* **Task objective**
Reproduce the records below exactly, leaving their images out.
::: Provided material :::
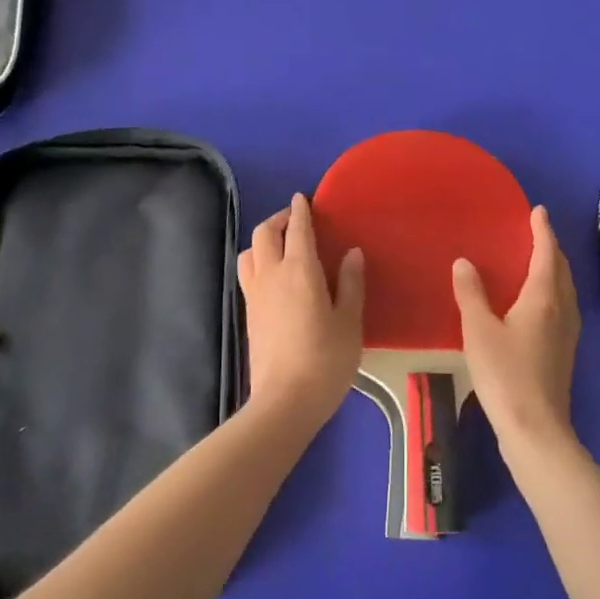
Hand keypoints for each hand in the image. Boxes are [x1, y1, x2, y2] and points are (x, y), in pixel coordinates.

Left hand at [238, 194, 364, 430]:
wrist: (285, 400)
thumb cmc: (326, 359)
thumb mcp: (349, 321)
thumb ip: (350, 283)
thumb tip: (351, 253)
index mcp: (299, 270)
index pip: (297, 229)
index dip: (300, 210)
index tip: (303, 198)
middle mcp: (271, 275)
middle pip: (264, 234)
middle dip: (278, 219)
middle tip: (294, 219)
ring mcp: (255, 295)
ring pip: (250, 253)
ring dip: (263, 240)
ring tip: (280, 245)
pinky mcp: (248, 314)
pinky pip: (248, 273)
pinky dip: (257, 261)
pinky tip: (273, 275)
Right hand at [453, 206, 580, 448]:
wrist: (535, 428)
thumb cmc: (505, 374)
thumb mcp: (479, 331)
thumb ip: (471, 294)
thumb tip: (464, 262)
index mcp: (544, 299)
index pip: (547, 255)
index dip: (542, 232)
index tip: (538, 211)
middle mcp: (562, 311)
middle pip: (562, 271)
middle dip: (551, 249)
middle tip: (536, 233)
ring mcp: (566, 334)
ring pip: (565, 290)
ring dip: (554, 270)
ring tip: (536, 262)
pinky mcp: (563, 352)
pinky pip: (562, 307)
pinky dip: (552, 292)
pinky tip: (536, 304)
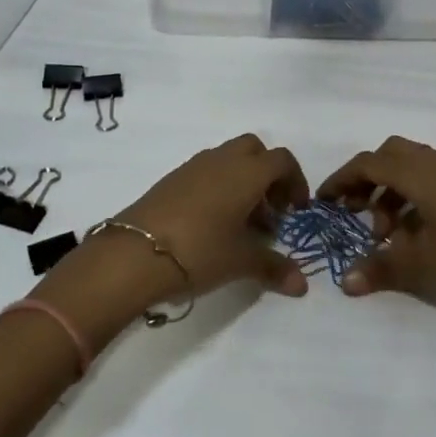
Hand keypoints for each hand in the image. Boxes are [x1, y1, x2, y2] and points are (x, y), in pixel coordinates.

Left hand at [36, 136, 309, 348]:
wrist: (133, 253)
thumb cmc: (199, 251)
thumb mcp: (241, 262)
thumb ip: (274, 268)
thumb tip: (302, 285)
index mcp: (247, 172)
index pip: (282, 160)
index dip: (295, 181)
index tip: (296, 210)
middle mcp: (222, 160)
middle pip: (255, 150)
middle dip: (268, 175)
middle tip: (270, 210)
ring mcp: (193, 167)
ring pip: (228, 159)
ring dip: (242, 181)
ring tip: (242, 222)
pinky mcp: (170, 180)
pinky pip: (205, 172)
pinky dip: (218, 187)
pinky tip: (212, 224)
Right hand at [317, 136, 435, 327]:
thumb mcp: (425, 263)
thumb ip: (382, 268)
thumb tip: (345, 283)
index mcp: (420, 173)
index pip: (369, 163)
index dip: (342, 179)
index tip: (325, 201)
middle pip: (390, 155)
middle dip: (367, 180)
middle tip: (357, 213)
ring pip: (413, 167)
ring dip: (392, 192)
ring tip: (389, 234)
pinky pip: (433, 178)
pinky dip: (415, 196)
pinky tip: (419, 232)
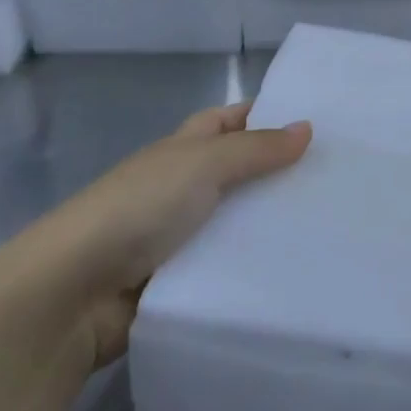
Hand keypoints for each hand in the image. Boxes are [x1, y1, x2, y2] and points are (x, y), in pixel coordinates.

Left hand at [0, 102, 310, 372]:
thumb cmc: (137, 208)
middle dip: (279, 175)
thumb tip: (306, 127)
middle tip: (339, 181)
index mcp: (181, 150)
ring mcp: (180, 237)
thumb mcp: (202, 164)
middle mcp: (181, 188)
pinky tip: (297, 271)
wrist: (71, 293)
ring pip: (237, 223)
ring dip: (271, 226)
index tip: (314, 124)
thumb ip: (255, 149)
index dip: (264, 117)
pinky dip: (255, 268)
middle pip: (239, 174)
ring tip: (333, 228)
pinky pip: (228, 268)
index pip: (228, 122)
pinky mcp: (182, 283)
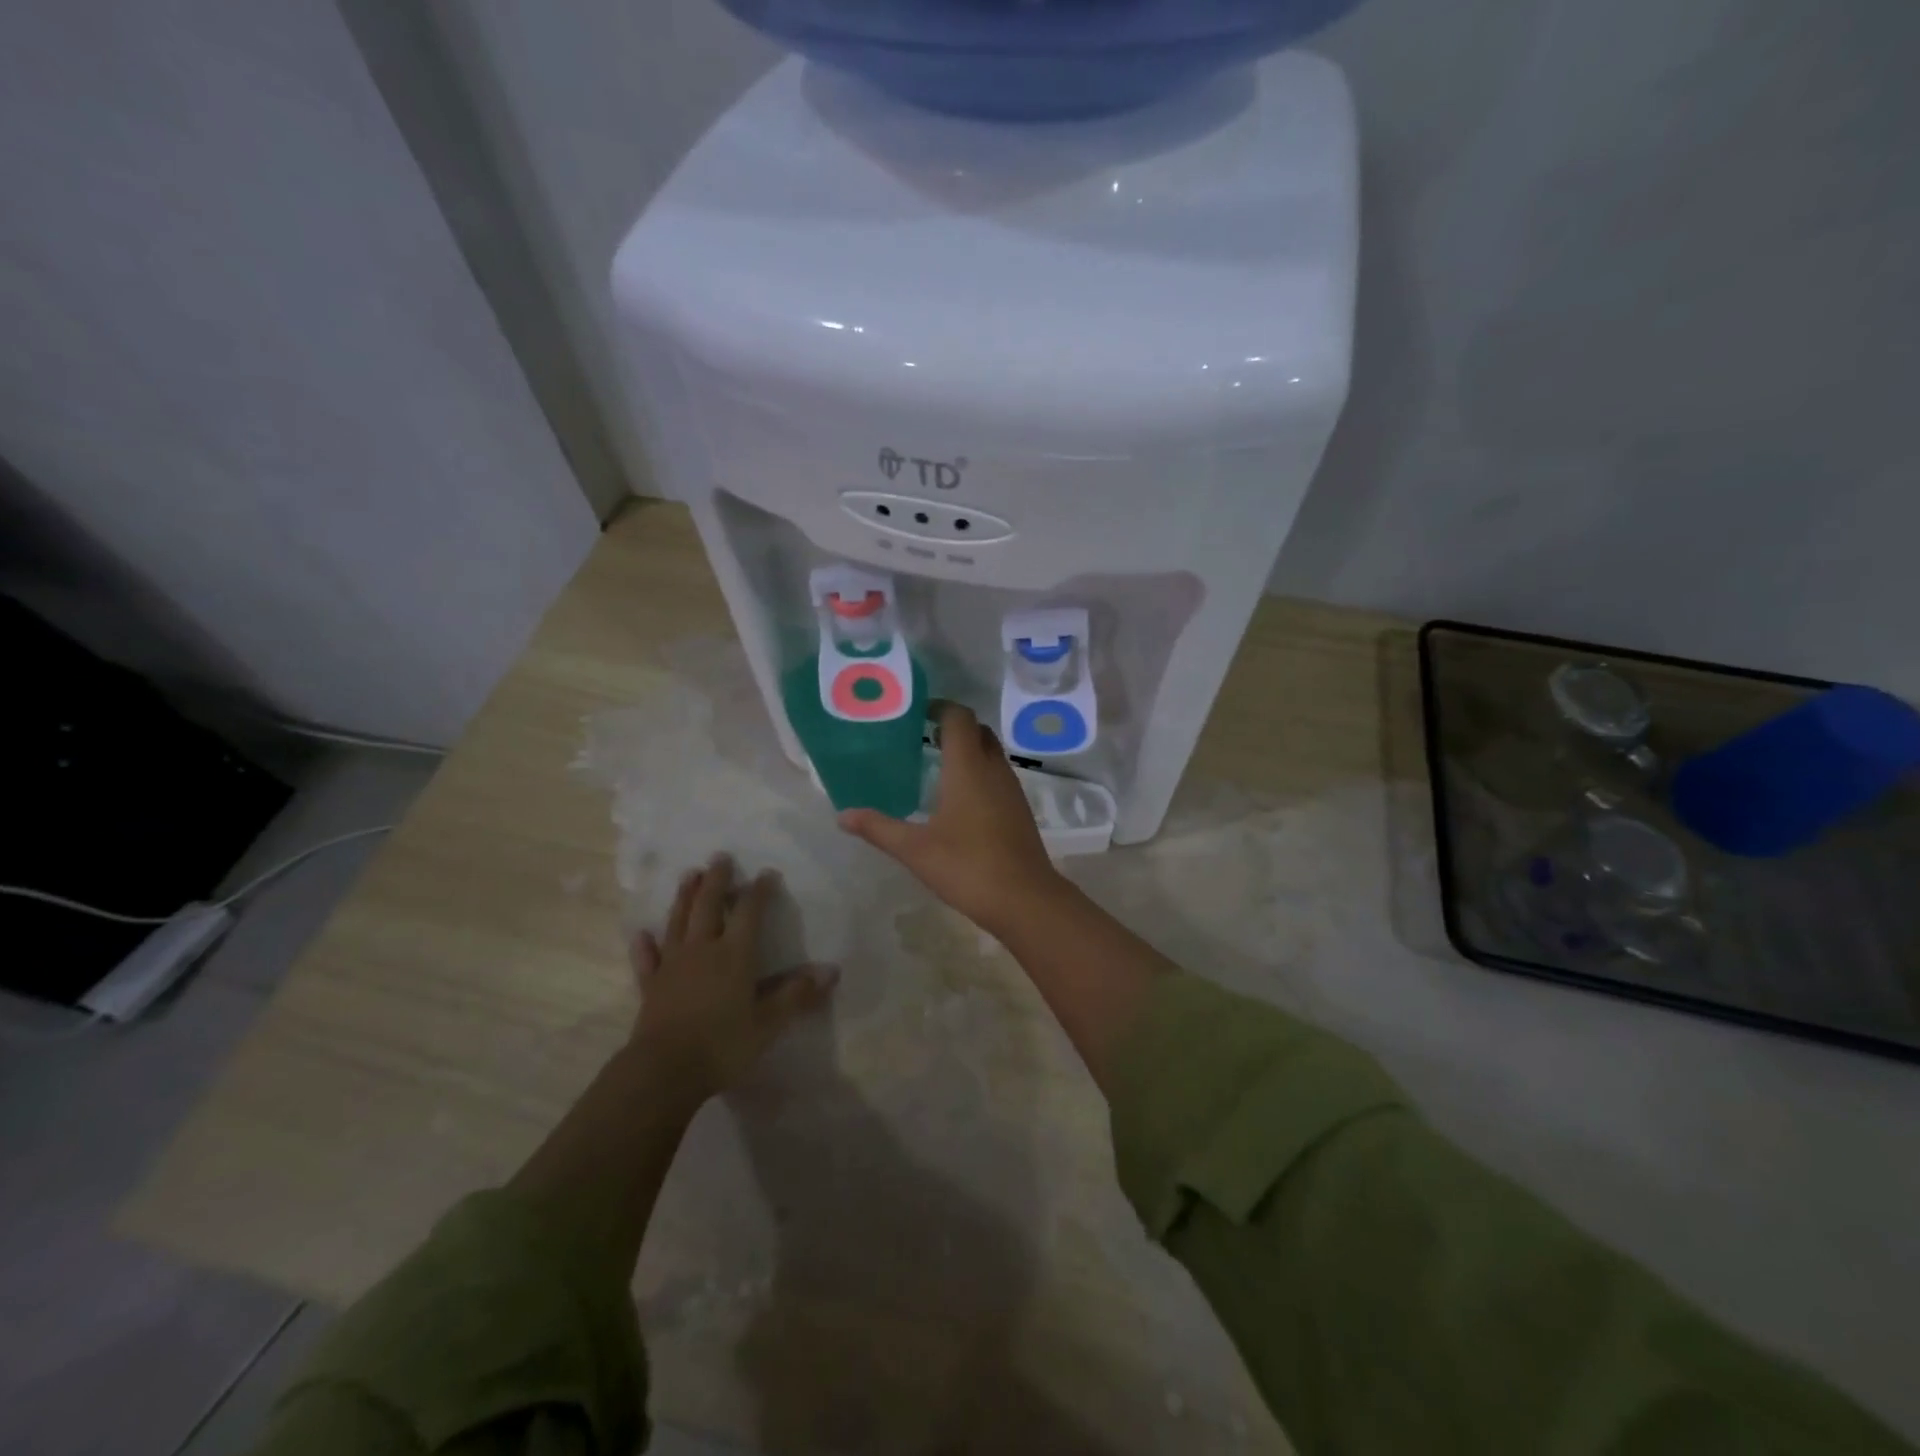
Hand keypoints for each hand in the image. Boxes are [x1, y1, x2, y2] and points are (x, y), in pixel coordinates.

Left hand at [630, 856, 837, 1106]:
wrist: (664, 1071)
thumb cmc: (723, 1044)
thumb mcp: (769, 1023)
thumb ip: (797, 995)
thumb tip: (831, 971)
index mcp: (734, 954)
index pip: (750, 912)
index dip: (759, 891)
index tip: (767, 873)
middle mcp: (702, 949)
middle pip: (708, 906)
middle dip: (716, 880)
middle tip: (720, 857)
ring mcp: (672, 965)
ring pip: (678, 922)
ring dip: (684, 897)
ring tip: (689, 875)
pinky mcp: (651, 986)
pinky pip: (647, 960)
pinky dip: (645, 945)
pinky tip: (642, 934)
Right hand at [838, 702, 1069, 933]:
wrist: (1025, 900)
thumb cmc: (968, 866)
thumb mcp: (915, 849)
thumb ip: (878, 828)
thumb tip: (843, 815)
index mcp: (968, 767)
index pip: (959, 717)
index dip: (940, 707)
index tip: (915, 713)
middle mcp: (994, 769)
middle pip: (978, 731)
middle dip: (953, 727)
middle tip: (922, 739)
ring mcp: (1012, 789)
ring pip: (991, 754)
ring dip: (968, 751)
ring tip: (935, 766)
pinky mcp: (1019, 810)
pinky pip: (998, 776)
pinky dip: (979, 773)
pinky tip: (959, 800)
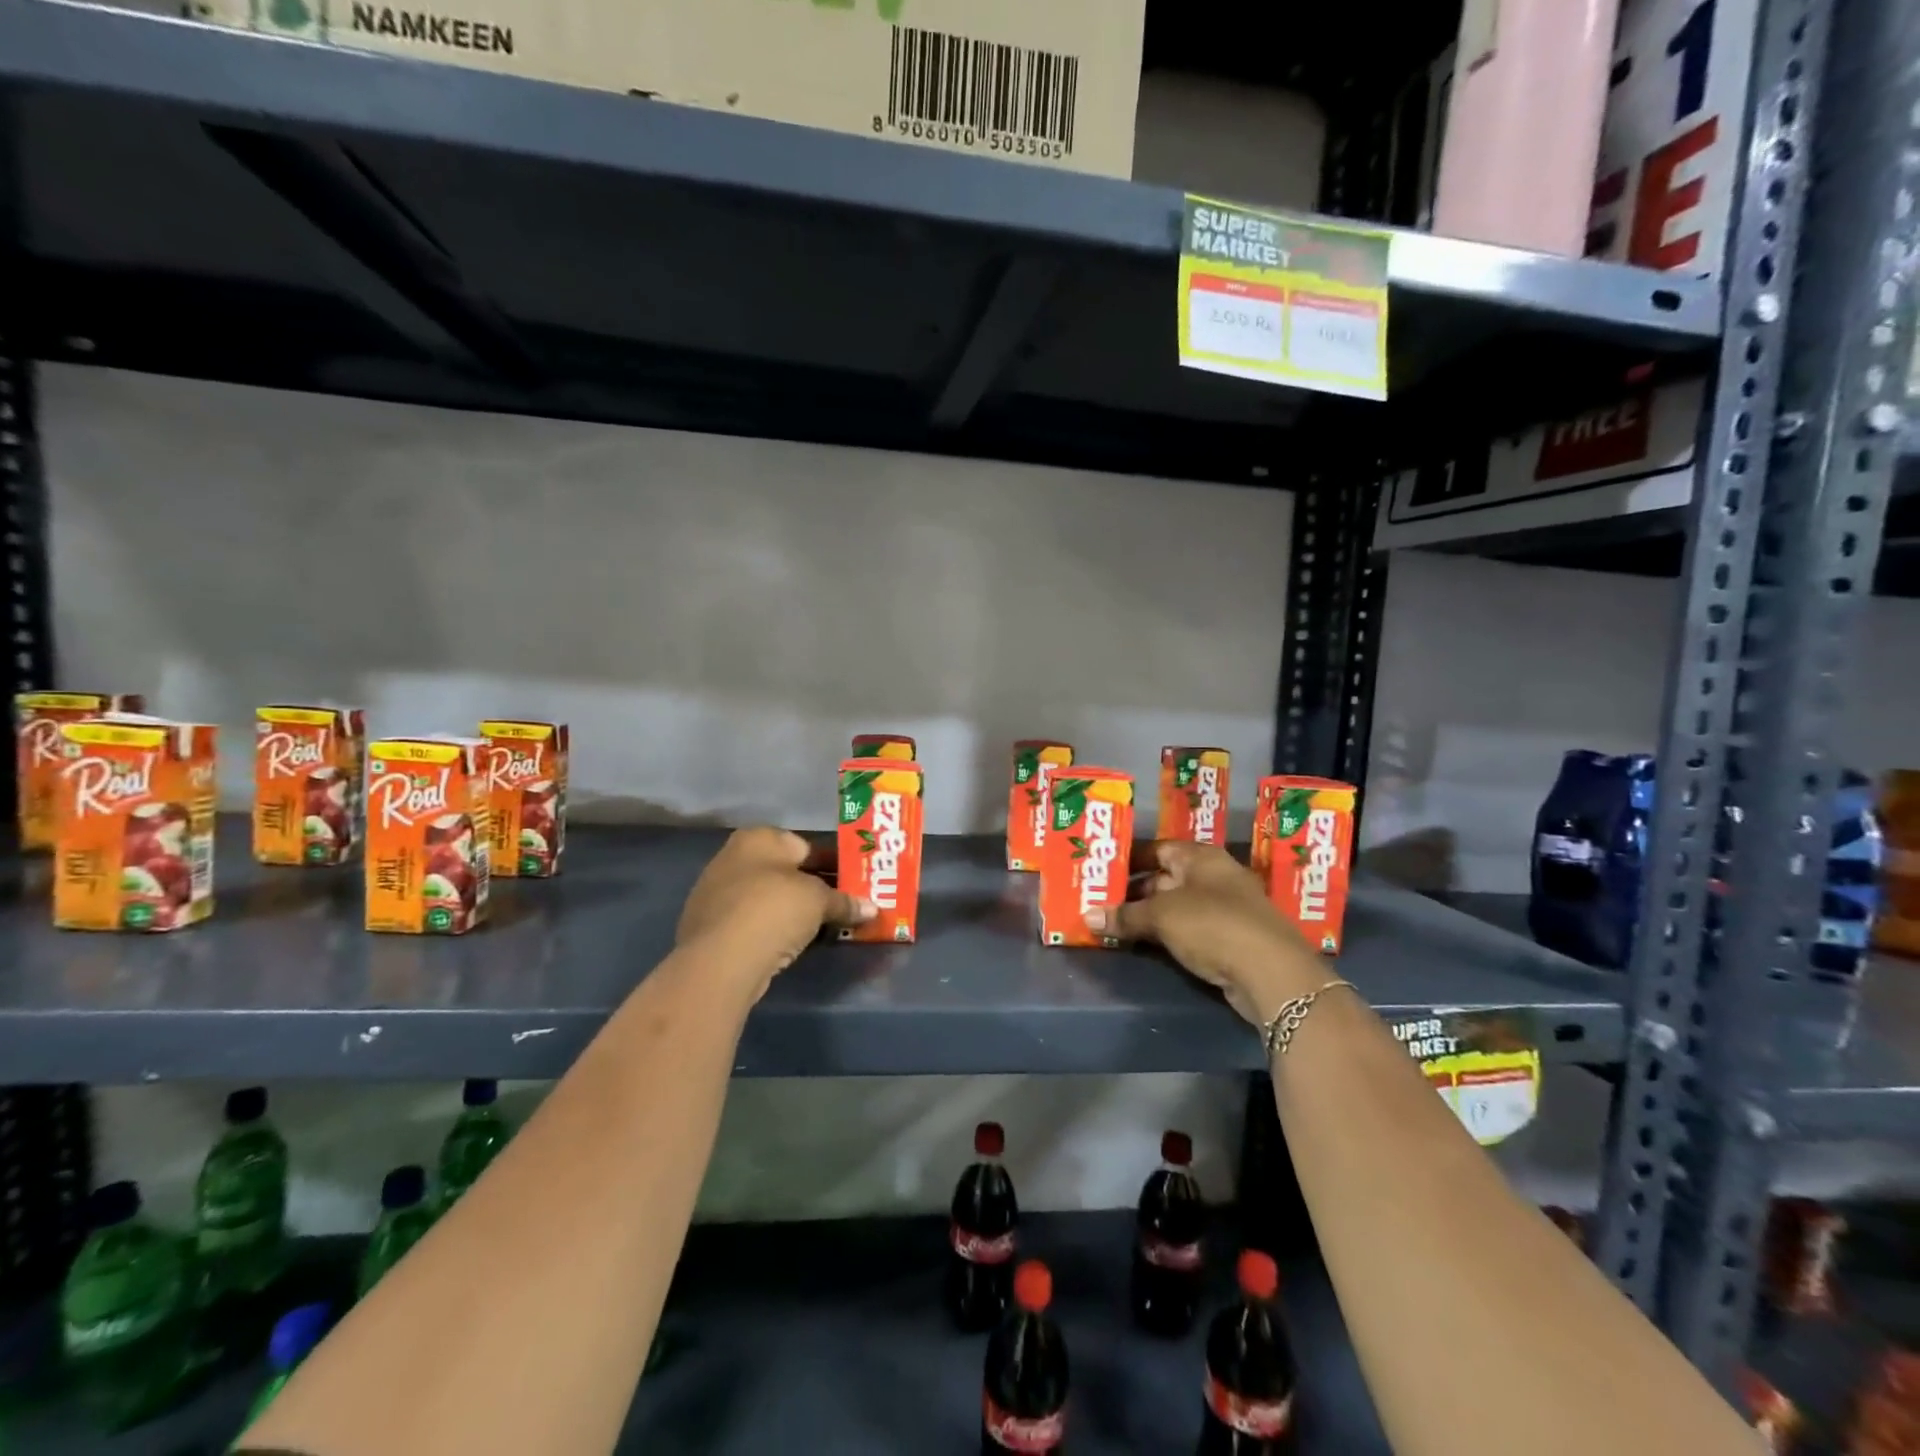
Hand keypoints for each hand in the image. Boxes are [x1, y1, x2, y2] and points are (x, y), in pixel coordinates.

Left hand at [677, 828, 873, 998]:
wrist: (720, 961)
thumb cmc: (773, 910)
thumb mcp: (819, 901)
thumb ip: (845, 902)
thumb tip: (872, 909)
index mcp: (759, 838)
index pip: (806, 846)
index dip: (834, 865)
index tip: (855, 883)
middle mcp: (734, 857)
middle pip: (786, 872)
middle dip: (815, 888)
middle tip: (844, 906)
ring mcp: (717, 893)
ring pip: (769, 898)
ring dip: (795, 911)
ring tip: (824, 928)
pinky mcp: (711, 927)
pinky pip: (754, 922)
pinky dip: (774, 929)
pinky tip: (793, 944)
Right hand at [1085, 841, 1324, 1026]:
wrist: (1271, 973)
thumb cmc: (1213, 925)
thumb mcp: (1161, 916)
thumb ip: (1124, 916)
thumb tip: (1088, 917)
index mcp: (1201, 858)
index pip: (1158, 849)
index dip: (1130, 858)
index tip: (1102, 869)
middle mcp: (1214, 877)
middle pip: (1165, 878)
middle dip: (1133, 891)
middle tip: (1098, 900)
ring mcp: (1225, 910)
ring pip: (1176, 907)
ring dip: (1147, 916)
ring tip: (1111, 923)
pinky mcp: (1229, 940)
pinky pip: (1187, 931)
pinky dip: (1165, 935)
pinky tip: (1141, 944)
:::
* **Solved problem**
Hand keypoints for each hand in the image. Boxes are [x1, y1, x2, y2] and points are (x, y), in pixel coordinates.

Left hand at [238, 194, 364, 430]:
wrist: (285, 400)
thumb cmc: (326, 359)
thumb mcp: (349, 321)
thumb ip: (350, 283)
thumb tip: (351, 253)
index mcp: (299, 270)
index pip: (297, 229)
index dip: (300, 210)
index tip: (303, 198)
middle mcp: (271, 275)
middle pip: (264, 234)
middle dip: (278, 219)
middle tip: (294, 219)
ring mcp: (255, 295)
ring pip: (250, 253)
ring dip: (263, 240)
ring tip: (280, 245)
pinky mcp: (248, 314)
pinky pip: (248, 273)
pinky dip: (257, 261)
pinky tip: (273, 275)
Right hand at [453, 206, 580, 448]:
wrist: (535, 428)
thumb cmc: (505, 374)
thumb mcp: (479, 331)
thumb ip: (471, 294)
thumb tip: (464, 262)
index mcp: (544, 299)
index pip: (547, 255)
index dip: (542, 232)
index tip: (538, 211)
middle mcp: (562, 311)
middle pip: (562, 271)
middle dip: (551, 249)
middle tip: (536, 233)
ring mcp: (566, 334)
ring pip: (565, 290)
ring dip: (554, 270)
ring tip: (536, 262)
pinky mcp: (563, 352)
pinky pip: (562, 307)
pinky dip: (552, 292)
pinky tip: (536, 304)
Hand keypoints for each hand in the image. Boxes are [x1, y1, x2, y2] and points are (x, y), in pixel coordinates.

Left hand at [36, 136, 309, 348]:
wrist: (133, 253)
thumb cmc: (199, 251)
thumb mcp: (241, 262)
thumb ip: (274, 268)
thumb tip: (302, 285)
index mcp: (247, 172)
index pip: (282, 160)
index dip: (295, 181)
index tip: (296, 210)
middle mcp: (222, 160)
middle pip: (255, 150)
middle dip: (268, 175)
middle tip: (270, 210)
ring mcp: (193, 167)
ring pip: (228, 159)
ring dip: (242, 181)
ring tip: (242, 222)
pinky mcp: (170, 180)
pinky pip: (205, 172)
pinky dip: (218, 187)
pinky tip: (212, 224)
Right hand at [317, 136, 435, 327]:
thumb mcp: (425, 263)
thumb ip: (382, 268)
thumb tip: (345, 283)
index mcp: (420, 173)
index pip: (369, 163)
index dip: (342, 179)
index tip: (325, 201)
middle pip: (390, 155)
middle dip: (367, 180)
middle tip: (357, 213)
ring pip: (413, 167)
ring dip: (392, 192)
ring tip: (389, 234)
pinky pip: (433, 178)
pinky dip: (415, 196)
pinky tip: (419, 232)
Hand keypoints for each hand in the image. Boxes are [x1, y1, x2, y2] and points are (x, y), in pixel coordinates.

Left hand at [0, 102, 310, 372]:
thumb cmc: (137, 208)
middle dip: (279, 175)
thumb tip: (306, 127)
middle tip: (339, 181)
index mcp: (181, 150)
ring mcp: (180, 237)
thumb mcp: (202, 164)
middle mcp: (181, 188)
pinky tip: (297, 271)
wrist: (71, 293)
ring pip: (237, 223)
ring dip: (271, 226)
index tip: (314, 124)
thumb ip: (255, 149)
index dip: (264, 117)
pinky dip: (255, 268)
middle pip: (239, 174)
ring tip: (333, 228)
pinky pip: (228, 268)
index pip: (228, 122)
pinky mcp: (182, 283)
Hand keypoints for each hand in the image. Boxes are [x1, y1, x2, y2] and points are (x, y), in pixel coordinates.

Left hand at [630, 856, 837, 1106]:
wrist: (664, 1071)
thumb cmc: (723, 1044)
thumb mcp: (769, 1023)
thumb ip: (797, 995)
thumb tip: (831, 971)
index mcp: (734, 954)
index pip: (750, 912)
index dip: (759, 891)
index tip: (767, 873)
middle mcp: (702, 949)
middle pip: (708, 906)
middle dip: (716, 880)
middle tip: (720, 857)
ring mcp: (672, 965)
ring pip: (678, 922)
ring dip: (684, 897)
ring tip: (689, 875)
pinky mcp: (651, 986)
pinky pip: (647, 960)
pinky dip: (645, 945)
pinky tip: (642, 934)
Right hand at [838, 702, 1069, 933]:
wrist: (1025, 900)
thumb cmc: (968, 866)
thumb mcp: (915, 849)
thumb ip: (878, 828)
thumb tip: (843, 815)
index mcp: (968, 767)
index pip: (959, 717)
index dip: (940, 707)
index tip: (915, 713)
middle mcp: (994, 769)
middle pip: (978, 731)
middle dip: (953, 727)
middle tip: (922, 739)
ring mcp: (1012, 789)
ring pip: (991, 754)
ring dip: (968, 751)
ring tip: (935, 766)
pinky mcp: (1019, 810)
pinky pip: (998, 776)
pinky dip: (979, 773)
pinky tip: (959, 800)
Hand keypoints for each hand in the image. Boxes are [x1, y1, x2, y2] and points are (x, y), in pixel coordinates.

Left hand at [677, 828, 873, 998]:
wrist: (720, 961)
thumb cmc: (773, 910)
thumb mcp: (819, 901)
thumb ip: (845, 902)
thumb tip: (872, 909)
index mcp: (759, 838)
index pip: (806, 846)
index dip: (834, 865)
index tip: (855, 883)
middle mcp: (734, 857)
middle pip: (786, 872)
middle dip: (815, 888)
middle tip: (844, 906)
ring mcp: (717, 893)
ring pip: (769, 898)
ring dip: (795, 911)
ring tip: (824, 928)
pinky mcp: (711, 927)
pinky pip: (754, 922)
pinky dip: (774, 929)
pinky tip: (793, 944)
Right hand at [1085, 841, 1324, 1026]:
wrist: (1271, 973)
thumb cmc: (1213, 925)
thumb mcp: (1161, 916)
thumb ip: (1124, 916)
thumb tip: (1088, 917)
index mcp: (1201, 858)
index pip: (1158, 849)
index dip: (1130, 858)
index tip: (1102, 869)
middle mcp: (1214, 877)
middle pip: (1165, 878)
middle dip: (1133, 891)
middle tip: (1098, 900)
ring mcp: (1225, 910)
ring pip: (1176, 907)
ring dip: (1147, 916)
ring tip: (1111, 923)
pinky mcp: (1229, 940)
pinky pip: (1187, 931)
pinky dip: (1165, 935)
pinky tip: (1141, 944)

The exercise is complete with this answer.